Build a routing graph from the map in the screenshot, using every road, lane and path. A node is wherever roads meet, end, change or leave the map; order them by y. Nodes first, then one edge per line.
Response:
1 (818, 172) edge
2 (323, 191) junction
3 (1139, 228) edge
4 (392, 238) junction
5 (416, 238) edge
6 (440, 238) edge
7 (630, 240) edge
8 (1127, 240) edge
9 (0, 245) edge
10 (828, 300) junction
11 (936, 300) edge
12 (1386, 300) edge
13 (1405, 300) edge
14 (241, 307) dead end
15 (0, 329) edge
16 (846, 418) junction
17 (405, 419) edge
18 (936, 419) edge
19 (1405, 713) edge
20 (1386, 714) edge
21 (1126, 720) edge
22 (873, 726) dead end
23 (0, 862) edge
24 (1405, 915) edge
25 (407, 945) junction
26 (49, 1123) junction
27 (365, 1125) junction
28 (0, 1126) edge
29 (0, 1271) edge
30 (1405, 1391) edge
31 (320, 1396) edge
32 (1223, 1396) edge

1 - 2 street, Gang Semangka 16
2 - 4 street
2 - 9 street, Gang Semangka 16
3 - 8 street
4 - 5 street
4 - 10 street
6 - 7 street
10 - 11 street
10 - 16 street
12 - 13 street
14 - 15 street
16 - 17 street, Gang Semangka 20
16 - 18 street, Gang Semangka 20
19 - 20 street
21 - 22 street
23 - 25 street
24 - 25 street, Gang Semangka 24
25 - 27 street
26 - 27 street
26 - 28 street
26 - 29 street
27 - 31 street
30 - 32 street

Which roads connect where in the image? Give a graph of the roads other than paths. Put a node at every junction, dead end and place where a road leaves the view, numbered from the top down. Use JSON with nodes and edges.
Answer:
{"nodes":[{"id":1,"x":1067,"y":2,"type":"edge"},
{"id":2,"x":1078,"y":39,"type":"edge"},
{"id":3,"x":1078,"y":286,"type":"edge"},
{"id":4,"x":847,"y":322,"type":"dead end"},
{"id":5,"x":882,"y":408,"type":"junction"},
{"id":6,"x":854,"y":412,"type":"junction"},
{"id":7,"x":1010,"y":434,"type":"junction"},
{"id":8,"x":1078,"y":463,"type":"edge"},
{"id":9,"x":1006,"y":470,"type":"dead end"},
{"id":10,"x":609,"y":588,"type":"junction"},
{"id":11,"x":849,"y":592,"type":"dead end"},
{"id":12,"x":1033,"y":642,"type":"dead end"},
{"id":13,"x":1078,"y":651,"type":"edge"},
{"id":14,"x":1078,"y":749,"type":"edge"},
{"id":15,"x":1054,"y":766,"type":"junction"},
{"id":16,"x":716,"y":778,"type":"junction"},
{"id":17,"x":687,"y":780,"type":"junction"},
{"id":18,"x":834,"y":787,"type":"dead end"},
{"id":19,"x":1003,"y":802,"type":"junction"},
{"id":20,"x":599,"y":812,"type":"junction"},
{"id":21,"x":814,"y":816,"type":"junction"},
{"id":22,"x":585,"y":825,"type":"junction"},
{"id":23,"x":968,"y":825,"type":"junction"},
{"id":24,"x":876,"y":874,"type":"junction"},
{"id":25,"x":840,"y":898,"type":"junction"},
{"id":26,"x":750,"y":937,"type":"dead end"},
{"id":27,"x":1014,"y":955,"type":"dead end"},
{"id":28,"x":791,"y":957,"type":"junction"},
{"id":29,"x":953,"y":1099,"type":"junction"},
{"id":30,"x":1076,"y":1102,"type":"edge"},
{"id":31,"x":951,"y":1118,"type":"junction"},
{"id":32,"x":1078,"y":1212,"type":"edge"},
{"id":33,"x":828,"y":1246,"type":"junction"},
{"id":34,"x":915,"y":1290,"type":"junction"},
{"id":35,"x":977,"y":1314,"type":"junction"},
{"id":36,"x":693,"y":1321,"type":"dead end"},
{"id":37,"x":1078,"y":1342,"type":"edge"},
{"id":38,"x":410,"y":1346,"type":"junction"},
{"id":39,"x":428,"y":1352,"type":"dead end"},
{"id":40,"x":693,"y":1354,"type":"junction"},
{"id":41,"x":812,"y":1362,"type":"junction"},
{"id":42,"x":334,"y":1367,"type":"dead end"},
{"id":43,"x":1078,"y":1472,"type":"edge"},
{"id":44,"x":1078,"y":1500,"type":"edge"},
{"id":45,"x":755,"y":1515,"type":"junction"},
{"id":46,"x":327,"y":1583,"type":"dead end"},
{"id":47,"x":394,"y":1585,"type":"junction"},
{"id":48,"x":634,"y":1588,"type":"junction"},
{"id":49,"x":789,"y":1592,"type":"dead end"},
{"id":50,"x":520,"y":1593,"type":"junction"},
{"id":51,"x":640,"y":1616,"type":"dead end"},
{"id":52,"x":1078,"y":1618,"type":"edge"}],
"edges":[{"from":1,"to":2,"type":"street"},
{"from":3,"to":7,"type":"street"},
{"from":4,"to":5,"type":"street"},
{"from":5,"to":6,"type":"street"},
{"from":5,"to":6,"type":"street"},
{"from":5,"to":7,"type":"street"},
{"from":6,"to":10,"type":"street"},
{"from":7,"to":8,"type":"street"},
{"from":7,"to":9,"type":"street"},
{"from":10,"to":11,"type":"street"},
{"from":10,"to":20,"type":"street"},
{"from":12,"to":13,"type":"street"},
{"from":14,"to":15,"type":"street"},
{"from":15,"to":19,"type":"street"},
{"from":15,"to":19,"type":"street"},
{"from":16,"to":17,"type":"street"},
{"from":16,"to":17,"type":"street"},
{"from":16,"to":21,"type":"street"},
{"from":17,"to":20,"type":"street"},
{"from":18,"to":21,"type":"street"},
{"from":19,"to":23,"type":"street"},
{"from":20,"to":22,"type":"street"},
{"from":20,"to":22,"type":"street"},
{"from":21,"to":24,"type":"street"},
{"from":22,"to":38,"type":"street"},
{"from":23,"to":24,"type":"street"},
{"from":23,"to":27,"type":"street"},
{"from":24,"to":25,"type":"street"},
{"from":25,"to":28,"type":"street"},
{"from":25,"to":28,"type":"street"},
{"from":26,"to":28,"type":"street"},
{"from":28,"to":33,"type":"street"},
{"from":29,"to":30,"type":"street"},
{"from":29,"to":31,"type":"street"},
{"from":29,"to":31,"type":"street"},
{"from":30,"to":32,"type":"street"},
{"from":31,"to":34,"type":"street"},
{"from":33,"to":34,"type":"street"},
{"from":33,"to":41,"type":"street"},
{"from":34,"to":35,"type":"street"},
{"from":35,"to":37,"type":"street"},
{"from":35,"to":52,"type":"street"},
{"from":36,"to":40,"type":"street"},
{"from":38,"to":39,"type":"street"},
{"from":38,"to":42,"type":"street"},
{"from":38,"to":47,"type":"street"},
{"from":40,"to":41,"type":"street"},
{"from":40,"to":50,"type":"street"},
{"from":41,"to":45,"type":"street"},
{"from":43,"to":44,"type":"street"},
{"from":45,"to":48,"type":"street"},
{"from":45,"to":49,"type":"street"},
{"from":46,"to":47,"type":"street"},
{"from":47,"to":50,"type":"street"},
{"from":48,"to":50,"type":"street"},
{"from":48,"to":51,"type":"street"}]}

------

| Work item |
Restate the data word for word. Begin at its first line, end at the line that contains "Which roads connect", and include both.

| Written answer |
Build a routing graph from the map in the screenshot, using every road, lane and path. A node is wherever roads meet, end, change or leave the map; order them by y. Nodes first, then one edge per line.
Response:
1 (818, 172) edge
2 (323, 191) junction
3 (1139, 228) edge
4 (392, 238) junction
5 (416, 238) edge
6 (440, 238) edge
7 (630, 240) edge
8 (1127, 240) edge
9 (0, 245) edge
10 (828, 300) junction
11 (936, 300) edge
12 (1386, 300) edge
13 (1405, 300) edge
14 (241, 307) dead end
15 (0, 329) edge
16 (846, 418) junction
17 (405, 419) edge
18 (936, 419) edge
19 (1405, 713) edge
20 (1386, 714) edge
21 (1126, 720) edge
22 (873, 726) dead end
23 (0, 862) edge
24 (1405, 915) edge
25 (407, 945) junction
26 (49, 1123) junction
27 (365, 1125) junction
28 (0, 1126) edge
29 (0, 1271) edge
30 (1405, 1391) edge
31 (320, 1396) edge
32 (1223, 1396) edge

1 - 2 street, Gang Semangka 16
2 - 4 street
2 - 9 street, Gang Semangka 16
3 - 8 street
4 - 5 street
4 - 10 street
6 - 7 street
10 - 11 street
10 - 16 street
12 - 13 street
14 - 15 street
16 - 17 street, Gang Semangka 20
16 - 18 street, Gang Semangka 20
19 - 20 street
21 - 22 street
23 - 25 street
24 - 25 street, Gang Semangka 24
25 - 27 street
26 - 27 street
26 - 28 street
26 - 29 street
27 - 31 street
30 - 32 street

Which roads connect where in the image? Give a graph of the roads other than paths. Put a node at every junction, dead end and place where a road leaves the view, numbered from the top down. Use JSON with nodes and edges.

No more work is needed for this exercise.